In [1]:
%reset -f

import os
import pickle
import numpy as np
from tqdm import tqdm

rootDir = os.getcwd()
saveDir = f'{rootDir}/results/'
dataset_dir = os.path.join(rootDir, 'datasets/dataSRP/')
dataset_savedir = dataset_dir

with open(os.path.join(dataset_dir, 'dataDict_originProcValueRange.pkl'), 'rb') as f:
    dataDict = pickle.load(f)
print('Data Loaded!\n')

Data Loaded!



## 1.1 SRPD x10

In [3]:
def DivideDataset(data:np.ndarray, splitType:str, trainRate:int, valRate:int):
    """Divide the datasets(len,block_size) into two or three sub-sets, and then return the divided datasets.
    ## Args
        data (Numpy);  
        splitType (string): withTest OR withoutTest;  
        trainRate (int): e.g. 8 represents the training set accounts for 8 in 10;    
        valRate (int).
    ## Returns
        trainData (Numpy);    
        valData (Numpy);    
        (*)testData (Numpy);.   
    """
    data_dim = len(data.shape)
    if data_dim != 2:
        raise ValueError('Wrong data dimension, the input data should be 2D array')
    if splitType == 'withoutTest':
        idx = data.shape[0] * trainRate // 10
        if data_dim == 1:
            trainData = data[:idx]
            valData = data[idx:]
        elif data_dim == 2:
            trainData = data[:idx,:]
            valData = data[idx:,:]
        return trainData, valData
    
    elif splitType == 'withTest':
        print('withTestSet\n')
        pass
    else:
        raise SyntaxError('Wrong splitType, please input withTest or withoutTest')
    
def DownsampDivide(data:np.ndarray, ProcType:str):
    """N-n downsampling, downsample according to the rate, keeping the first data point of each segment
    # Args
        data (1D np array): The input data. Defaults to np.ndarray.
        ProcType (str): Two types: 10x10 and 100x10. Defaults to str.
    # Raises
        ValueError: The input data dimension is incorrect
    # Returns
        train_input, val_input, train_label, val_label: Downsampled training and validation sets
    """
    if len(data.shape) != 1:
        raise ValueError('The input data dimension is incorrect and should be 1D array')
    if ProcType == '100x10':
        inputSet = data[::10].reshape(-1, 300)
        labelSet = data.reshape(-1, 3000)
        
    train_input, val_input = DivideDataset(inputSet, splitType='withoutTest', trainRate=8, valRate=2)
    train_label, val_label = DivideDataset(labelSet, splitType='withoutTest', trainRate=8, valRate=2)
    
    return train_input, val_input, train_label, val_label


A_train_input = []; A_val_input = []; A_train_label = []; A_val_label = []
ProcType = '100x10'

for dataIdx in tqdm(dataDict.keys()):
    train_input, val_input, train_label, val_label = DownsampDivide(dataDict[dataIdx].squeeze(), ProcType)
    A_train_input.append(train_input)  ; A_val_input.append(val_input)
    A_train_label.append(train_label)  ; A_val_label.append(val_label)

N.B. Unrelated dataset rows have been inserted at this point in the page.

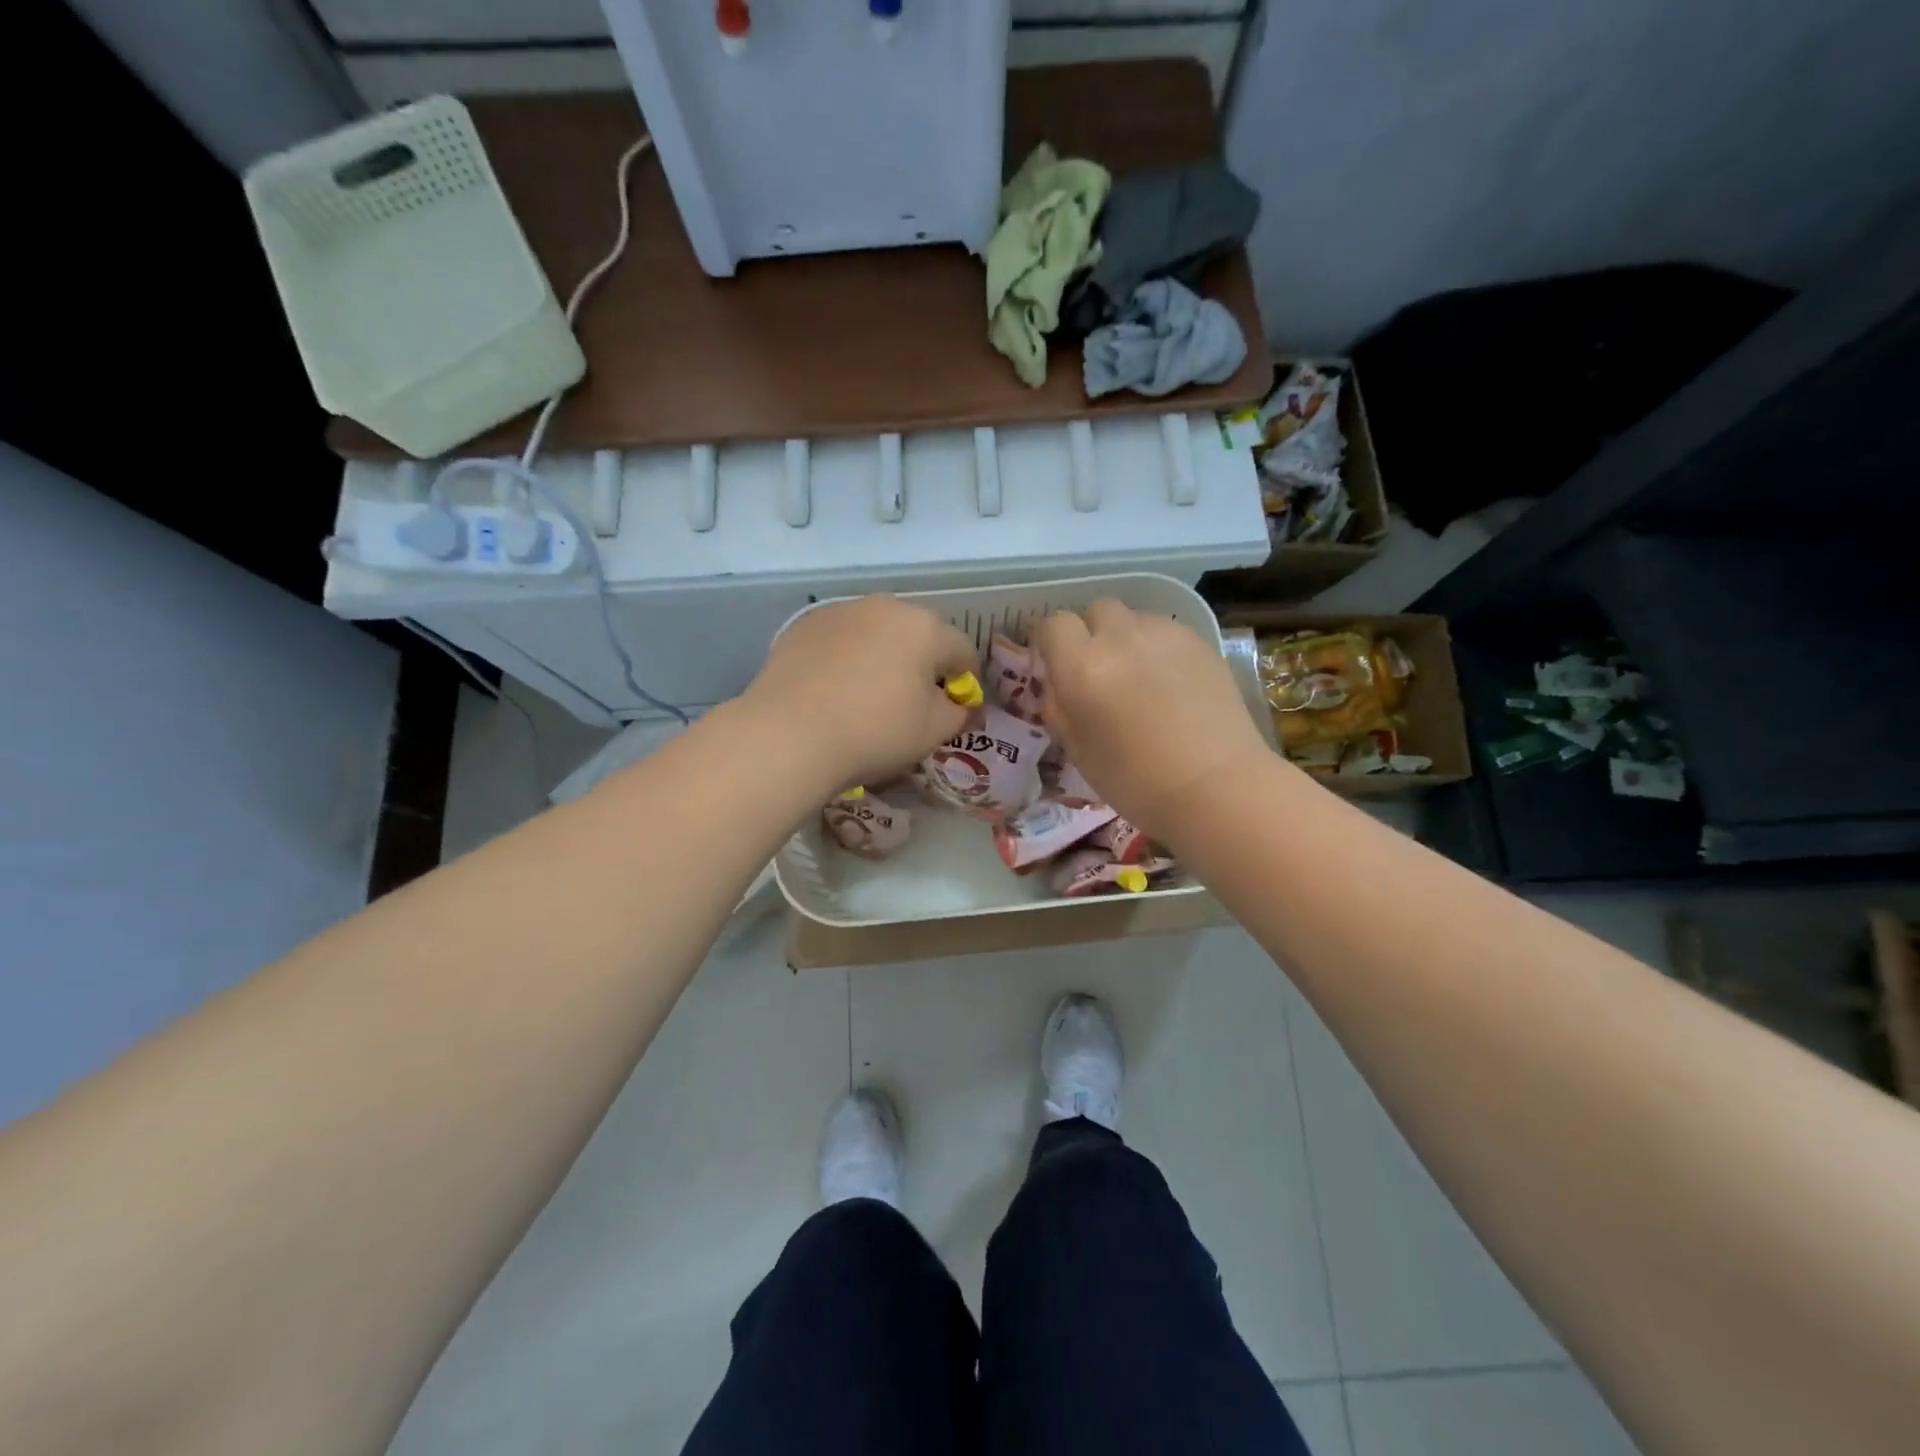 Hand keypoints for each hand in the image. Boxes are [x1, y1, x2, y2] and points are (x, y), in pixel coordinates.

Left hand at [745, 595, 978, 794]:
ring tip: (867, 695)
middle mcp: (885, 607)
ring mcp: (841, 612)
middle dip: (921, 663)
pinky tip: (832, 690)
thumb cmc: (875, 731)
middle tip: (910, 701)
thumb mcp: (932, 732)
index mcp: (926, 628)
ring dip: (882, 656)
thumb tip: (961, 706)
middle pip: (918, 635)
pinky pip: (839, 640)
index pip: (962, 650)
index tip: (954, 706)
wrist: (790, 733)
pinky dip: (845, 659)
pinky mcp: (804, 625)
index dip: (964, 680)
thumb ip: (958, 714)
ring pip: (876, 633)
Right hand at [1033, 600, 1269, 844]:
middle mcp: (1120, 637)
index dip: (1050, 642)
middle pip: (1095, 611)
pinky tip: (1170, 685)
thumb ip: (1058, 706)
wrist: (1216, 787)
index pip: (1052, 624)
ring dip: (1126, 639)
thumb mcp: (1077, 750)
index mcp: (1081, 666)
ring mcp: (1164, 634)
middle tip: (1098, 671)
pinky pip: (1166, 631)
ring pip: (1133, 619)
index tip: (1055, 665)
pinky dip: (1158, 649)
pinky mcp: (1199, 641)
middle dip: (1090, 633)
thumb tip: (1057, 683)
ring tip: (1138, 677)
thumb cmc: (1135, 781)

A_train_input = np.vstack(A_train_input)  ;  A_val_input = np.vstack(A_val_input)
A_train_label = np.vstack(A_train_label)  ;  A_val_label = np.vstack(A_val_label)
np.save(f'{dataset_savedir}train_input_{ProcType}', A_train_input)
np.save(f'{dataset_savedir}val_input_{ProcType}', A_val_input)
np.save(f'{dataset_savedir}train_label_{ProcType}', A_train_label)
np.save(f'{dataset_savedir}val_label_{ProcType}', A_val_label)

print(f'''Successfully divided dataset!
      ProcType: {ProcType}
        train_input: {A_train_input.shape}
        val_input: {A_val_input.shape}
        train_label: {A_train_label.shape}
        val_label: {A_val_label.shape}''')

100%|██████████| 2000/2000 [00:00<00:00, 307365.09it/s]


Successfully divided dataset!
      ProcType: 100x10
        train_input: (128000, 300)
        val_input: (32000, 300)
        train_label: (128000, 3000)
        val_label: (32000, 3000)


## 1.2 SRPD x20

In [4]:
labelTrain = np.load(f'{dataset_dir}train_label_100x10.npy')
labelVal = np.load(f'{dataset_dir}val_label_100x10.npy')

inputTrain = np.load(f'{dataset_dir}train_input_100x10.npy')
inputVal = np.load(f'{dataset_dir}val_input_100x10.npy')

In [5]:
print(np.shape(inputTrain), np.shape(labelTrain), np.shape(inputVal), np.shape(labelVal))

(128000, 300) (128000, 3000) (32000, 300) (32000, 3000)


In [6]:
inTr = inputTrain[:,::2]
inVal = inputVal[:,::2]
print(np.shape(inTr), np.shape(inVal))

(128000, 150) (32000, 150)


In [7]:
np.save(f'{dataset_savedir}train_input_50x20.npy', inTr)
np.save(f'{dataset_savedir}val_input_50x20.npy', inVal)
np.save(f'{dataset_savedir}train_label_50x20.npy', labelTrain)
np.save(f'{dataset_savedir}val_label_50x20.npy', labelVal)
print('Data saved successfully!')

Data saved successfully!